BSI team joins forces with Oragenics in search for new antibiotics
A biophysics team led by Prem Chapagain and Bernard Gerstman has joined forces with Oragenics Inc. in an effort that could lead to the development of new compounds to treat life-threatening infections.
Oragenics develops antibiotics that can be used against infectious diseases and treatments for oral mucositis, a condition caused by cancer treatments in which painful sores develop in the patient’s mouth. As part of this new collaboration, FIU will create computational models to study the company’s lantibiotic compounds, which are promising class of antibiotics that contain lanthionine.
We are regularly seeking to optimize treatment with our lantibiotic compounds and believe that this collaboration will help to best understand the way our lantibiotics interact with bacteria, thus enabling us to rationally design novel analogs with improved antimicrobial and/or pharmacological properties,” said Alan Joslyn, president and CEO of Oragenics.
We are particularly enthusiastic to be collaborating with Florida International University’s team and look forward to sharing outcomes from our efforts and to introducing additional therapies that may include Gram-negative infections as a result of these models.”
Molecular dynamics is a computational simulation method that reveals the relationships among biomolecular structures and functions in great detail. The team employs powerful video cards originally intended for image processing in video games to simulate how DNA, proteins and other biomolecules form their shapes and perform their functions. Their work offers promising insight into the potential design of new drugs and enzymes.
At least 2 million people in the United States are infected annually with bacteria that are resistant to antibiotics, according to the Centers for Disease Control and Prevention. The FIU research team is part of the Biomolecular Sciences Institute, which is focused on developing treatments for infectious diseases, cancer and neurological disorders. Bacterial infections that are resistant to current antibiotics is of particular focus to the center’s research teams.
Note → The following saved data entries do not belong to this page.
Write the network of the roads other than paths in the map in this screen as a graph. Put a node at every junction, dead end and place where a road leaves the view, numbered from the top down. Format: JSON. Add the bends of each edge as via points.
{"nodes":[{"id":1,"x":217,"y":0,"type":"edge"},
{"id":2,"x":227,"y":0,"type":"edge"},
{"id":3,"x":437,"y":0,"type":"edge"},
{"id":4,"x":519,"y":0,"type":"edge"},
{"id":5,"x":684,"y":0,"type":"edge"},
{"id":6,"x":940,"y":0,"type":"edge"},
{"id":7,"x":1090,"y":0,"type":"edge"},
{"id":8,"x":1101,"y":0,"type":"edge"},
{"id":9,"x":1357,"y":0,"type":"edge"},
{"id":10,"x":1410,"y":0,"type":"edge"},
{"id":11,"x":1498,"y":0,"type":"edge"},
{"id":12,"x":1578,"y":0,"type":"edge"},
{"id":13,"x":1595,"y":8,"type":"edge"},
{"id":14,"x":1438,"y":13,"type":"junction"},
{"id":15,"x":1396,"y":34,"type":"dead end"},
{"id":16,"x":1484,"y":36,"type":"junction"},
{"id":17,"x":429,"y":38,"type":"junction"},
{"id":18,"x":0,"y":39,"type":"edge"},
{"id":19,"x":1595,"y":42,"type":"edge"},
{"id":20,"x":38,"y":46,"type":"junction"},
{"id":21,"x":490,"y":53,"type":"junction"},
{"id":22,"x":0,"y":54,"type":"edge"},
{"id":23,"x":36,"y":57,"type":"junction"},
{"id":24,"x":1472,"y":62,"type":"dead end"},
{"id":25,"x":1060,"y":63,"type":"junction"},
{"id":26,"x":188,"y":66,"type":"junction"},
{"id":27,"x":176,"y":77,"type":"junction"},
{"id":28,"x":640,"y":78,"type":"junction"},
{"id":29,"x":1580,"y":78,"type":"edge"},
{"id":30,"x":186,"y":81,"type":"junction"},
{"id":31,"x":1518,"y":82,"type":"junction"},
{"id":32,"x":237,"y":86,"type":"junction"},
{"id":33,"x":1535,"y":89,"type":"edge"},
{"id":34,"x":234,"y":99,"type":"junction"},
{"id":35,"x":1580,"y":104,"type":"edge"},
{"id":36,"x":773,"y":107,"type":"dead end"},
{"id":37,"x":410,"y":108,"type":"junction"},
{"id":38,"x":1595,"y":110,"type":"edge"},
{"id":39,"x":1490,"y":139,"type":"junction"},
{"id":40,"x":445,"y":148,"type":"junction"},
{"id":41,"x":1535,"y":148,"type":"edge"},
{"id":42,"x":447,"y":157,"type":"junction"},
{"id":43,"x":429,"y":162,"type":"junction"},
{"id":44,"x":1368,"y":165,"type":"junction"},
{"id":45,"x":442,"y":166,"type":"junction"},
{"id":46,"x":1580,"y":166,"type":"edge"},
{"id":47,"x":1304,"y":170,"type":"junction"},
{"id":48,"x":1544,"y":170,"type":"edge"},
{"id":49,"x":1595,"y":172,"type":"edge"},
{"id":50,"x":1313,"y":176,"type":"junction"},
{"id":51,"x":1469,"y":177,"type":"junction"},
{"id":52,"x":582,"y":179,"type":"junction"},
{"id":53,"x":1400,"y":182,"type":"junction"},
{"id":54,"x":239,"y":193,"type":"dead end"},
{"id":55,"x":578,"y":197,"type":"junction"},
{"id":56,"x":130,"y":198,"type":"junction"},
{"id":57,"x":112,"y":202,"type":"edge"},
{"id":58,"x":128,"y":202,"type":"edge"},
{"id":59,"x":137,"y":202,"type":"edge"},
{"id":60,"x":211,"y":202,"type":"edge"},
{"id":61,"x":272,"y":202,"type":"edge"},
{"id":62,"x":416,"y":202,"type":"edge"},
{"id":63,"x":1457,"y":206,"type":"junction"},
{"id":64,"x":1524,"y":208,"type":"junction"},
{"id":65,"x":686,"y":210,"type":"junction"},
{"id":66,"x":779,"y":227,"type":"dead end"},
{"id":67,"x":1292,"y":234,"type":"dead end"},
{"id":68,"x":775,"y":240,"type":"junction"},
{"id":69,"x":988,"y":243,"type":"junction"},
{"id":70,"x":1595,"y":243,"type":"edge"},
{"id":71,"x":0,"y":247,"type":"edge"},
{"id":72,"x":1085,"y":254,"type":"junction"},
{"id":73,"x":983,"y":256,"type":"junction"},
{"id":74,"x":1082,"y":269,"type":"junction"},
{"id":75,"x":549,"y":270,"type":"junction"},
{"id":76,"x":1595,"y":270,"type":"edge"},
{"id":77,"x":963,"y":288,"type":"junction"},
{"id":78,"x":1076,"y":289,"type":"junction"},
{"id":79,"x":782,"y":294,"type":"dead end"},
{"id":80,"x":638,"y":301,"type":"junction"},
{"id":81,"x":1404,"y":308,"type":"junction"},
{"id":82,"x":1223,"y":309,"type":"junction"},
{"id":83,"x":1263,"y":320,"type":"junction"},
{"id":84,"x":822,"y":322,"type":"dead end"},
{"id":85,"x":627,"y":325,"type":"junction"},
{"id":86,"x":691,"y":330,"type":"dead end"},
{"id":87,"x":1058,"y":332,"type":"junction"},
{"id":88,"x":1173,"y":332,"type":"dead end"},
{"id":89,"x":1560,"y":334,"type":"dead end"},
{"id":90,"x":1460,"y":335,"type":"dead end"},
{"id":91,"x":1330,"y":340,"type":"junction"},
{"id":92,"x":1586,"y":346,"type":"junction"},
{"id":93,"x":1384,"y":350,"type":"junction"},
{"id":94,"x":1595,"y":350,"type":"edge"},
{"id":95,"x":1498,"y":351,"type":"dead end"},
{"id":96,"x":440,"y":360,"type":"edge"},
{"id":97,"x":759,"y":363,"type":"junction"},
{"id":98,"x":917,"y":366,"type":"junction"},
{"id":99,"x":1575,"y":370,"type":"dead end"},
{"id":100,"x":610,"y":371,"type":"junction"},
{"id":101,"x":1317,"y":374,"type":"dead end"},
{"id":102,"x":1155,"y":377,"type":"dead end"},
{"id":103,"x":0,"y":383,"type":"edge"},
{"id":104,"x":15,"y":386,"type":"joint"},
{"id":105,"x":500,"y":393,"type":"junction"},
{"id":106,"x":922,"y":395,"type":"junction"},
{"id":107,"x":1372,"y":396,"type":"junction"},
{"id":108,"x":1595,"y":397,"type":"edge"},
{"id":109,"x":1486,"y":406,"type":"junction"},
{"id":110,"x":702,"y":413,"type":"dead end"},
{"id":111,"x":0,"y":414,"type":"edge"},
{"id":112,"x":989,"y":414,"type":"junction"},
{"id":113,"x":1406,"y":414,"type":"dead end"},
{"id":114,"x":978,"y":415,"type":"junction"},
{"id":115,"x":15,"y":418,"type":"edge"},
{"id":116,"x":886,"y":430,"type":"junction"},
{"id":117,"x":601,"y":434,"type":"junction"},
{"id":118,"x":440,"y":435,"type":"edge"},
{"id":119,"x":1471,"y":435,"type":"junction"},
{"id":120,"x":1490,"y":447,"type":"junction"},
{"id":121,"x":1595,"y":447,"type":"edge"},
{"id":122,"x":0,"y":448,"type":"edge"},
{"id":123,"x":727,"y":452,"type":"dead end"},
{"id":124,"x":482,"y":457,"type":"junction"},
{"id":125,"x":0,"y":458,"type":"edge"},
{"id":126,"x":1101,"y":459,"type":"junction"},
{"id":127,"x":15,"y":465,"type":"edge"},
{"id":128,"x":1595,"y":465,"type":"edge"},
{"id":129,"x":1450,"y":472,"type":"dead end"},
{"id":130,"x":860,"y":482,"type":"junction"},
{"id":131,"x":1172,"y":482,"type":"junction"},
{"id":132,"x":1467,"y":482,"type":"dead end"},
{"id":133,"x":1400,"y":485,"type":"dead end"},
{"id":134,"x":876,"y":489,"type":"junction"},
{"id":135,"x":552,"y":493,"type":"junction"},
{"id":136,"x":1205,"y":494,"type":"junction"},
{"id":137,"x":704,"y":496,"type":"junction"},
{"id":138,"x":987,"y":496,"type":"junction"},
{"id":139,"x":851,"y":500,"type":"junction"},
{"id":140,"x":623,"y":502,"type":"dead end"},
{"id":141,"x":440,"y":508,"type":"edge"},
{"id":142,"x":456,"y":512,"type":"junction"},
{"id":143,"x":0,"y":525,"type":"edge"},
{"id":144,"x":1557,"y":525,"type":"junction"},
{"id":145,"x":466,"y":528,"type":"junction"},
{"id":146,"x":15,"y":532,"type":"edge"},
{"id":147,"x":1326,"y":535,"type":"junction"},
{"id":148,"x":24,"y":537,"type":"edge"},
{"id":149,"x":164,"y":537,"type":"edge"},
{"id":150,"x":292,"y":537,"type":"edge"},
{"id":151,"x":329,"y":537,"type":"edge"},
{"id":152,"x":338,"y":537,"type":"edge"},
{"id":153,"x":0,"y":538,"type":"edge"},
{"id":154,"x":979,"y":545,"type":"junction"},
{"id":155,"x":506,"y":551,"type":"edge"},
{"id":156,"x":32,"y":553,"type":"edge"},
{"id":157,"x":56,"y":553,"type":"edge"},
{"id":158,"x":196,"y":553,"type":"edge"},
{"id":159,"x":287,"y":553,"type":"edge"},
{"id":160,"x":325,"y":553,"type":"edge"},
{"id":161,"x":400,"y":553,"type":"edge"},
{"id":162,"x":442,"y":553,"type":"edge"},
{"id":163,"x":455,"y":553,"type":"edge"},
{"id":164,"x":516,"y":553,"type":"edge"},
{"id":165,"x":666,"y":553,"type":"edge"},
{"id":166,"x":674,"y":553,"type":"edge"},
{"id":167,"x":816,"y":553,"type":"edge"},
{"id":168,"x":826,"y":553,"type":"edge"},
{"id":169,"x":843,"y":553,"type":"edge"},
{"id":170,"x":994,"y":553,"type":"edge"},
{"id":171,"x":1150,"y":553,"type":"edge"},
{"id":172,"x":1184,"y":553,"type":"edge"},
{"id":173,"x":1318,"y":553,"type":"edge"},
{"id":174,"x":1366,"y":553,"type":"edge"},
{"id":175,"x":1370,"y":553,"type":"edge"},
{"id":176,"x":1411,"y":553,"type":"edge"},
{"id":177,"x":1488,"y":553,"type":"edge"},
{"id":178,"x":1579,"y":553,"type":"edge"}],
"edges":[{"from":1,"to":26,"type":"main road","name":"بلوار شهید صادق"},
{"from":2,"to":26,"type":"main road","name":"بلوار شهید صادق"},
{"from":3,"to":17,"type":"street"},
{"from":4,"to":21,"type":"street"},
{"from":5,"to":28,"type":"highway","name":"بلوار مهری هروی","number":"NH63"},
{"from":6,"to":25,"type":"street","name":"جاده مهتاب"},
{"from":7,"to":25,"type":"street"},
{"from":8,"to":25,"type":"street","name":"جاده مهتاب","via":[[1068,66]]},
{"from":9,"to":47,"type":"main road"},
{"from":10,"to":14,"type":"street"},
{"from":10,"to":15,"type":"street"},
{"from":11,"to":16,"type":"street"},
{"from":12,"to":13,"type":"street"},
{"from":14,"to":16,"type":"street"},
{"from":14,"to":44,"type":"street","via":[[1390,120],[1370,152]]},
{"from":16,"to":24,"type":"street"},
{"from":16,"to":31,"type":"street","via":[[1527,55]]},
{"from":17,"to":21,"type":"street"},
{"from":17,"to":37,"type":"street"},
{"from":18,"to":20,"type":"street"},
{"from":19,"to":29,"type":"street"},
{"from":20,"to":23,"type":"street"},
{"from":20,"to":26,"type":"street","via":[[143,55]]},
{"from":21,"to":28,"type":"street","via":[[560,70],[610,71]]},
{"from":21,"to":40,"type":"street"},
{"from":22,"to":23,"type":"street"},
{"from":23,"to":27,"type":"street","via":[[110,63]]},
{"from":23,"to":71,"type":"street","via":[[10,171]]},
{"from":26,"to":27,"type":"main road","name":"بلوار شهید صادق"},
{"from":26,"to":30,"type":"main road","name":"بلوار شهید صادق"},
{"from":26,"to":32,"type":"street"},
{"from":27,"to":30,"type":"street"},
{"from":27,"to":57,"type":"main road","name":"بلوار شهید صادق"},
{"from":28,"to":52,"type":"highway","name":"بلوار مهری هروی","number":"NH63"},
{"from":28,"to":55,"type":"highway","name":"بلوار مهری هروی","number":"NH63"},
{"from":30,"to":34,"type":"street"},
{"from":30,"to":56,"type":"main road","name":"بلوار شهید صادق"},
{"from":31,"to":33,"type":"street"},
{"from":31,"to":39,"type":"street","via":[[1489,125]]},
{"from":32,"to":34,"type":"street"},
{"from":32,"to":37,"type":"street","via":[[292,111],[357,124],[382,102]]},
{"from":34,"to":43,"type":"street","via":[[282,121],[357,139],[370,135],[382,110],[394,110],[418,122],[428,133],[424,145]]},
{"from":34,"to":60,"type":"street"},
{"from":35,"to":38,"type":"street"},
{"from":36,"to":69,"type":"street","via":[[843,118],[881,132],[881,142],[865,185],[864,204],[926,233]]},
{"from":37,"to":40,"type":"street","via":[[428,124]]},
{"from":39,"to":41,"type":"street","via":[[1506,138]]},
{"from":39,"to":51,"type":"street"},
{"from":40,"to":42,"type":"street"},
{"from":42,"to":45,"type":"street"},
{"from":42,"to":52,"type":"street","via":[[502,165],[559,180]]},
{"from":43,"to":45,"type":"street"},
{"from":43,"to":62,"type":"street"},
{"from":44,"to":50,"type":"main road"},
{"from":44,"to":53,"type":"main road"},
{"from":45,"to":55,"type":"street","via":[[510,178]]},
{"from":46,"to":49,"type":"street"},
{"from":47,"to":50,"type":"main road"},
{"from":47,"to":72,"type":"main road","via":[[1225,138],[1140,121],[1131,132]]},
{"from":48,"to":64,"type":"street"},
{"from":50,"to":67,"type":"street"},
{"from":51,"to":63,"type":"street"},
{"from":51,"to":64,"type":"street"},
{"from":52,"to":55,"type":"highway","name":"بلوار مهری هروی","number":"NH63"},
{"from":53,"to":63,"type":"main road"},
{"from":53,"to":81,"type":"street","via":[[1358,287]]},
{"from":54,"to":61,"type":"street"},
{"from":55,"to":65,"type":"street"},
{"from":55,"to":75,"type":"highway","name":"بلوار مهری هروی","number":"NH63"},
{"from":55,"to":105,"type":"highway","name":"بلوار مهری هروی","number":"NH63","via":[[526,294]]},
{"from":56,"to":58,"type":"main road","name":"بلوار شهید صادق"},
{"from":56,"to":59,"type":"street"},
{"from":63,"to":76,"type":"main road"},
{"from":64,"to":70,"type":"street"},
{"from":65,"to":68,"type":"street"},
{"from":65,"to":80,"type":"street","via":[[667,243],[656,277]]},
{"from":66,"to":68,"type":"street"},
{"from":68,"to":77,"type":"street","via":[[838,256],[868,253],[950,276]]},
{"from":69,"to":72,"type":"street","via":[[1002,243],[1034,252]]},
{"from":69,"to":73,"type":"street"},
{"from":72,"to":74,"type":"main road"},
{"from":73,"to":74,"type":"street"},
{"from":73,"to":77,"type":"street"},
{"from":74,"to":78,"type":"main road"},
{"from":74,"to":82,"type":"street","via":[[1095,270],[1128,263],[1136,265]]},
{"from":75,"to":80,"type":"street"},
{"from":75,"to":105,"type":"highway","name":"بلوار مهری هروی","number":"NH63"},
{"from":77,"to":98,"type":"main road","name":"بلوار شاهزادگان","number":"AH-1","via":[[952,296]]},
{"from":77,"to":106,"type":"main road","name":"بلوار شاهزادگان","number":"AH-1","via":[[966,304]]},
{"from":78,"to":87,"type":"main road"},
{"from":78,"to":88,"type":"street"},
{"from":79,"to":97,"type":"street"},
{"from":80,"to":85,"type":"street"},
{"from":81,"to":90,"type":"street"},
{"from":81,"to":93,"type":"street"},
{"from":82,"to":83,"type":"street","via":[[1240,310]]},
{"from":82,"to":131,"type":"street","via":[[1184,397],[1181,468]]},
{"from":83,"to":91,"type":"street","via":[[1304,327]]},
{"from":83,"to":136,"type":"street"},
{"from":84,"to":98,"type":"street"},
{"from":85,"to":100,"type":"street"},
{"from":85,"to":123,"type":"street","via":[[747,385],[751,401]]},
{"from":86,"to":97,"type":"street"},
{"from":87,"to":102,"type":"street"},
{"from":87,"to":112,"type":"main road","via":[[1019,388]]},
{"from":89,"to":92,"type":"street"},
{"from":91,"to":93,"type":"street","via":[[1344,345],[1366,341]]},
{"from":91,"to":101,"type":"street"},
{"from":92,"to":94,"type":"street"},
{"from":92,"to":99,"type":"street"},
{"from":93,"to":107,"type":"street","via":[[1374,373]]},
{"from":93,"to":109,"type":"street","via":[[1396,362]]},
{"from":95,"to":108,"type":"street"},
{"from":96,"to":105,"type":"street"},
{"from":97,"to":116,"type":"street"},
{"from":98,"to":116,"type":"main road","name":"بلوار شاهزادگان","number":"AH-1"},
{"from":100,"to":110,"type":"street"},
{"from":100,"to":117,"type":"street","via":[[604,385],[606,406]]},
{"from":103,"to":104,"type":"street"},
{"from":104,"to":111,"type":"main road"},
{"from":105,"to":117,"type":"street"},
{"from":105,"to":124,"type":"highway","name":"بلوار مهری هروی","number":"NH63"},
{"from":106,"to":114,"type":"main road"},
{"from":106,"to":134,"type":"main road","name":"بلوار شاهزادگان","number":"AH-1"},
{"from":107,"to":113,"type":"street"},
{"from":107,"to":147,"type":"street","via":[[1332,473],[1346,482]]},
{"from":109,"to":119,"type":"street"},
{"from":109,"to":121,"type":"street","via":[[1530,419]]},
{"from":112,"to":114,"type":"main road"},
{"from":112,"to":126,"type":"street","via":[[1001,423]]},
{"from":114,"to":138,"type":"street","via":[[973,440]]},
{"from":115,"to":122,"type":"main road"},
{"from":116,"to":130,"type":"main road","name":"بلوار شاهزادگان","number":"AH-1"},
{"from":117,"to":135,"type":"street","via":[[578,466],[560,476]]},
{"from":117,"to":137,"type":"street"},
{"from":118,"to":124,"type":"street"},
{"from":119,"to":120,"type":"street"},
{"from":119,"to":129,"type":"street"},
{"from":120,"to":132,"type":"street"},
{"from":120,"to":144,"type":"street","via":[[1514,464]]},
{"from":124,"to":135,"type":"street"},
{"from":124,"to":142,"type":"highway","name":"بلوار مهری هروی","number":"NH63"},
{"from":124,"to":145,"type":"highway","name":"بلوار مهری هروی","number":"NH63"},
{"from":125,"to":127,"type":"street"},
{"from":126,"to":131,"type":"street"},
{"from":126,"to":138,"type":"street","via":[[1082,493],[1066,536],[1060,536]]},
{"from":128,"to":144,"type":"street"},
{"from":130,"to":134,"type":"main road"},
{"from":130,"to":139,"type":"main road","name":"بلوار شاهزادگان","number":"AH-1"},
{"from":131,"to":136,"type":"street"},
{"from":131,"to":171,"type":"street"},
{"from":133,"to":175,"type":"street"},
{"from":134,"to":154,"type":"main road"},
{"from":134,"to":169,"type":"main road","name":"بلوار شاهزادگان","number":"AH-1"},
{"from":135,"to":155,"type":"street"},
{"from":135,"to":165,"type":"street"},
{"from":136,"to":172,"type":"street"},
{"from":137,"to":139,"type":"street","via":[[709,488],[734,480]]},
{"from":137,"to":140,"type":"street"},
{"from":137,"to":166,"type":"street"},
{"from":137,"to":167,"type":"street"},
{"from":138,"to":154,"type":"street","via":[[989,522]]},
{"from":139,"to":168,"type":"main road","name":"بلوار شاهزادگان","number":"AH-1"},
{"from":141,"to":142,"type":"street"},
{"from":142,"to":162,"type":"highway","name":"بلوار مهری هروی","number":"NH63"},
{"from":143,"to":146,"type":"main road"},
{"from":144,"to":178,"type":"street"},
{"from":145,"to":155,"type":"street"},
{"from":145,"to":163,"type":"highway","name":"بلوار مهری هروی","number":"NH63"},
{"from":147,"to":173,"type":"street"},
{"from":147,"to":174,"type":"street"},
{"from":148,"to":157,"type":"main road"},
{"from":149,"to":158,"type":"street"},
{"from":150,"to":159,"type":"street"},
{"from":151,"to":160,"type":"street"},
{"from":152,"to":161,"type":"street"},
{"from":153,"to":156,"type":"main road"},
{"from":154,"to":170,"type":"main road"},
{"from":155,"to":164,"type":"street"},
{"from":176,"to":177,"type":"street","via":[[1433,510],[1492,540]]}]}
This collaboration will advance both basic and translational knowledge relevant for finding much needed new treatments for superbugs,” said Yuk-Ching Tse-Dinh, director of FIU’s Biomolecular Sciences Institute and Translational Molecular Discoveries. “A major goal of Translational Molecular Discoveries, an Emerging Preeminent Program at FIU, is to establish a partnership between FIU faculty and industry so that the scientific discoveries made at FIU can impact disease treatment.”